- Allegiance: Philippines
- Branch: Philippine Army
- Rank: Corporal
- Service number: 504735
- Unit: 1st Scout Ranger Regiment
- Conflicts: Hukbalahap rebellion
- Awards: Philippine Medal of Valor

= Weene Martillana =

Weene Martillana was a Philippine Army enlisted trooper who was awarded the Philippines' highest military award for courage, the Medal of Valor.

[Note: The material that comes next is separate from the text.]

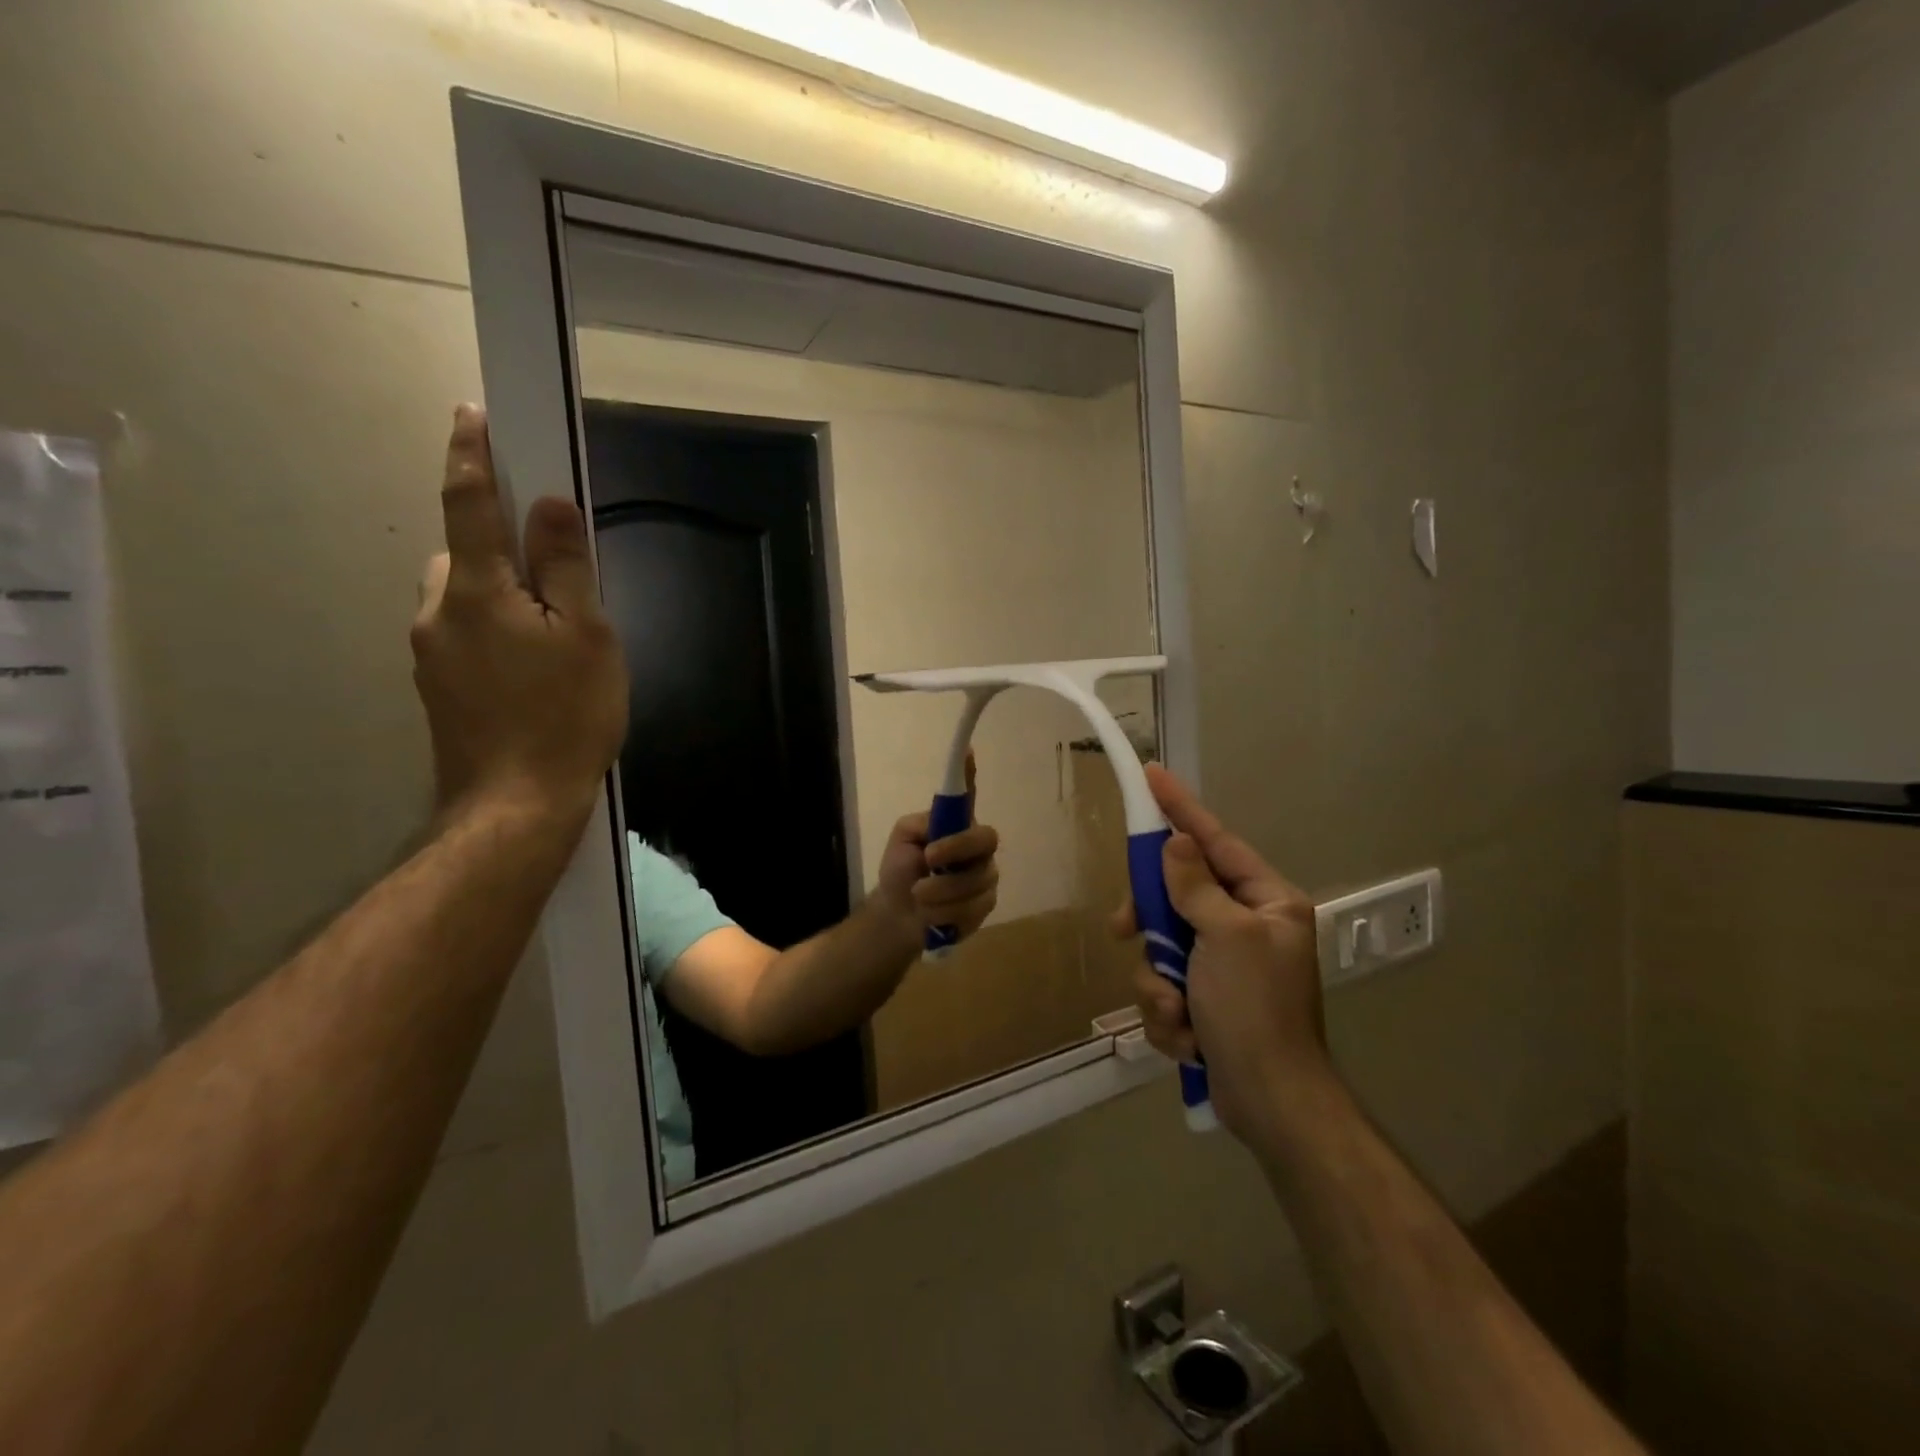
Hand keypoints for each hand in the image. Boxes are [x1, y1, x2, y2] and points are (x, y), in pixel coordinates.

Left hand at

In 1955, Martillana and fellow Scout Ranger Master Sergeant Francisco Camacho Sr. were tasked by their commander, Ernesto S. Mata, to neutralize Hukbalahap guerrilla commander Eddie Villapando, who was operating in Cavite, Laguna and Batangas. In the subsequent military operation, Camacho and Martillana succeeded in killing Villapando and his bodyguards; Camacho died of wounds suffered during the firefight.

==Operation Secret==
The intelligence operation, designated "Operation Secret", was deemed very risky. Camacho and Martillana posed as civilians and befriended Villapando and his bodyguards. On 20 December 1955, Camacho, Martillana, Villapando and two Hukbalahap bodyguards were aboard a jeep traveling the highway from San Pablo City and Calauan town in Laguna with Camacho at the wheel.
He pulled over in front of the gate of what is now the International Rice Research Institute in Barangay Maahas in Los Baños, Laguna on the pretence of checking on the engine.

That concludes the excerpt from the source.